* [Problem details]: Restate the data below word for word. Skip any images it contains.

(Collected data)
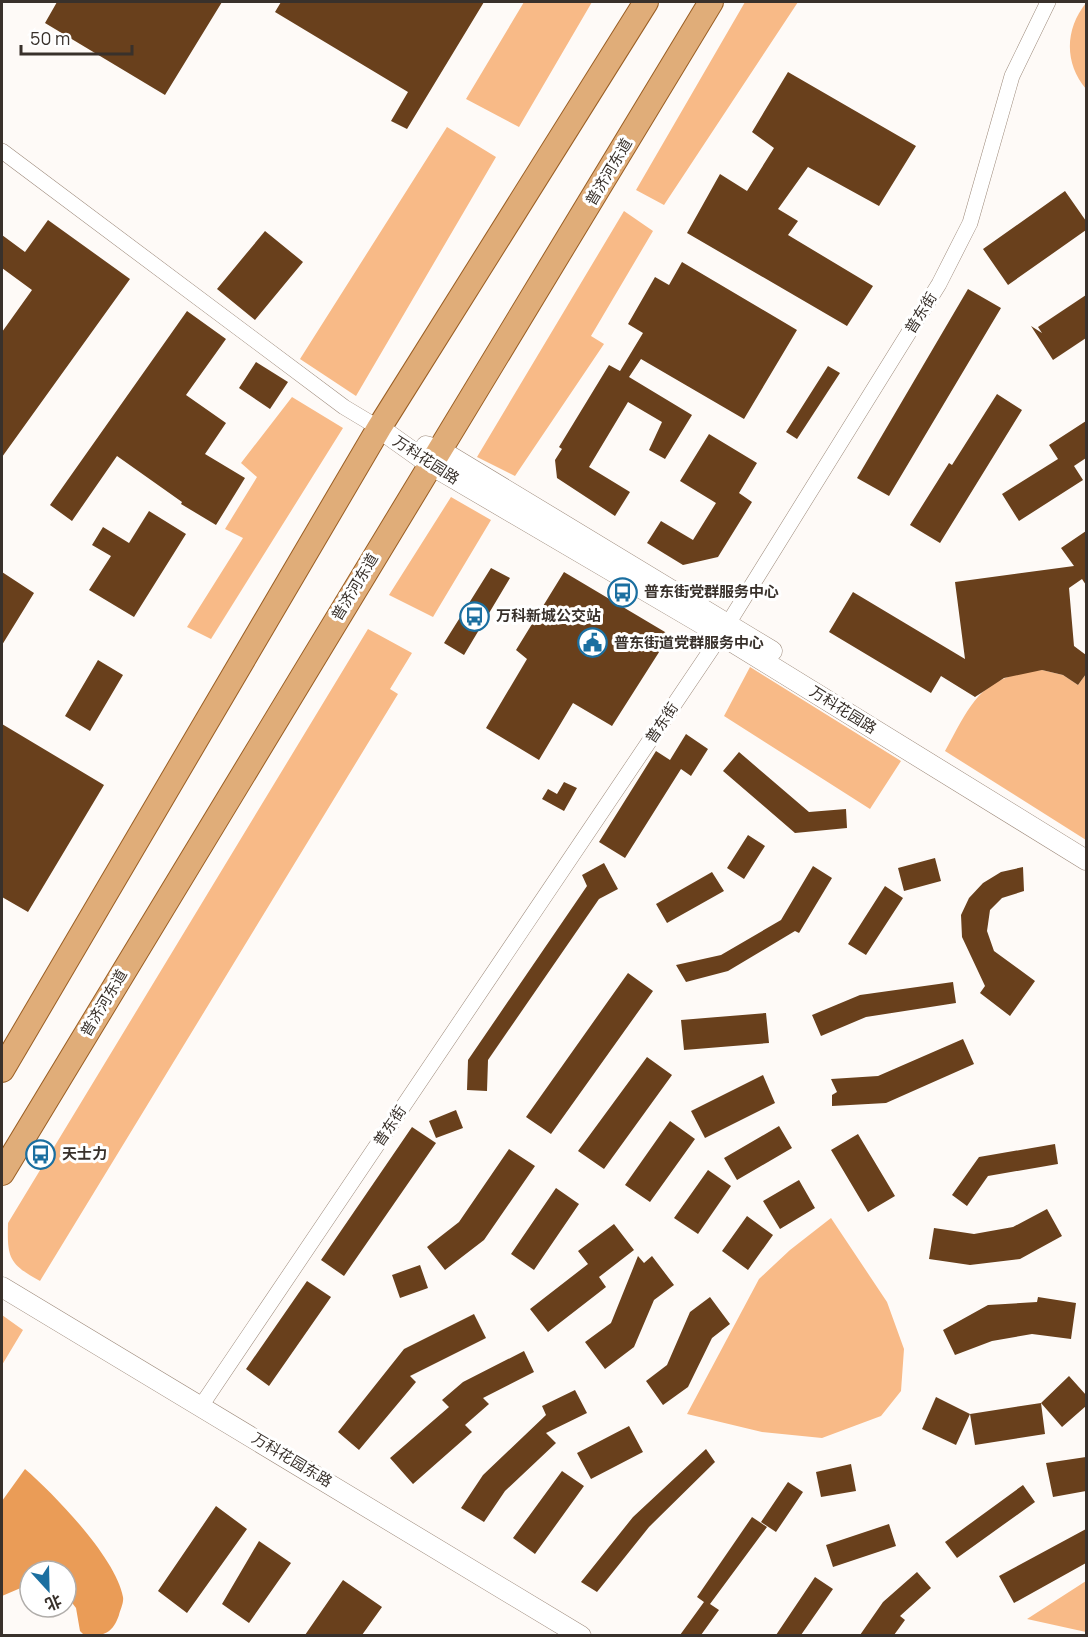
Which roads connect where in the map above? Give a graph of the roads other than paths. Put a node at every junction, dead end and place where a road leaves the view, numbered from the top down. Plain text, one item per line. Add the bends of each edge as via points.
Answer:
1 (646, 2) edge
2 (711, 2) edge
3 (1048, 2) edge
4 (2, 152) edge
5 (379, 428) junction
6 (435, 458) junction
7 (725, 629) junction
8 (1086, 845) edge
9 (1086, 860) edge
10 (2, 1070) edge
11 (2, 1173) edge
12 (2, 1287) edge
13 (201, 1406) junction
14 (581, 1635) edge

1 - 5 main road
2 - 6 main road, 普济河东道
3 - 7 street, 普东街 via 1012,76 970,223 960,244
4 - 5 street via 344,407
5 - 6 street, 万科花园路
5 - 10 main road
6 - 7 street, 万科花园路
6 - 11 main road, 普济河东道
7 - 8 street, 万科花园路
7 - 9 street, 万科花园路
7 - 13 street, 普东街
12 - 13 street, 万科花园东路
13 - 14 street, 万科花园东路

* [Answer box]:
Which roads connect where in the map above? Give a graph of the roads other than paths. Put a node at every junction, dead end and place where a road leaves the view, numbered from the top down. Plain text, one item per line. Add the bends of each edge as via points.
Answer:
1 (646, 2) edge
2 (711, 2) edge
3 (1048, 2) edge
4 (2, 152) edge
5 (379, 428) junction
6 (435, 458) junction
7 (725, 629) junction
8 (1086, 845) edge
9 (1086, 860) edge
10 (2, 1070) edge
11 (2, 1173) edge
12 (2, 1287) edge
13 (201, 1406) junction
14 (581, 1635) edge

1 - 5 main road
2 - 6 main road, 普济河东道
3 - 7 street, 普东街 via 1012,76 970,223 960,244
4 - 5 street via 344,407
5 - 6 street, 万科花园路
5 - 10 main road
6 - 7 street, 万科花园路
6 - 11 main road, 普济河东道
7 - 8 street, 万科花园路
7 - 9 street, 万科花园路
7 - 13 street, 普东街
12 - 13 street, 万科花园东路
13 - 14 street, 万科花园东路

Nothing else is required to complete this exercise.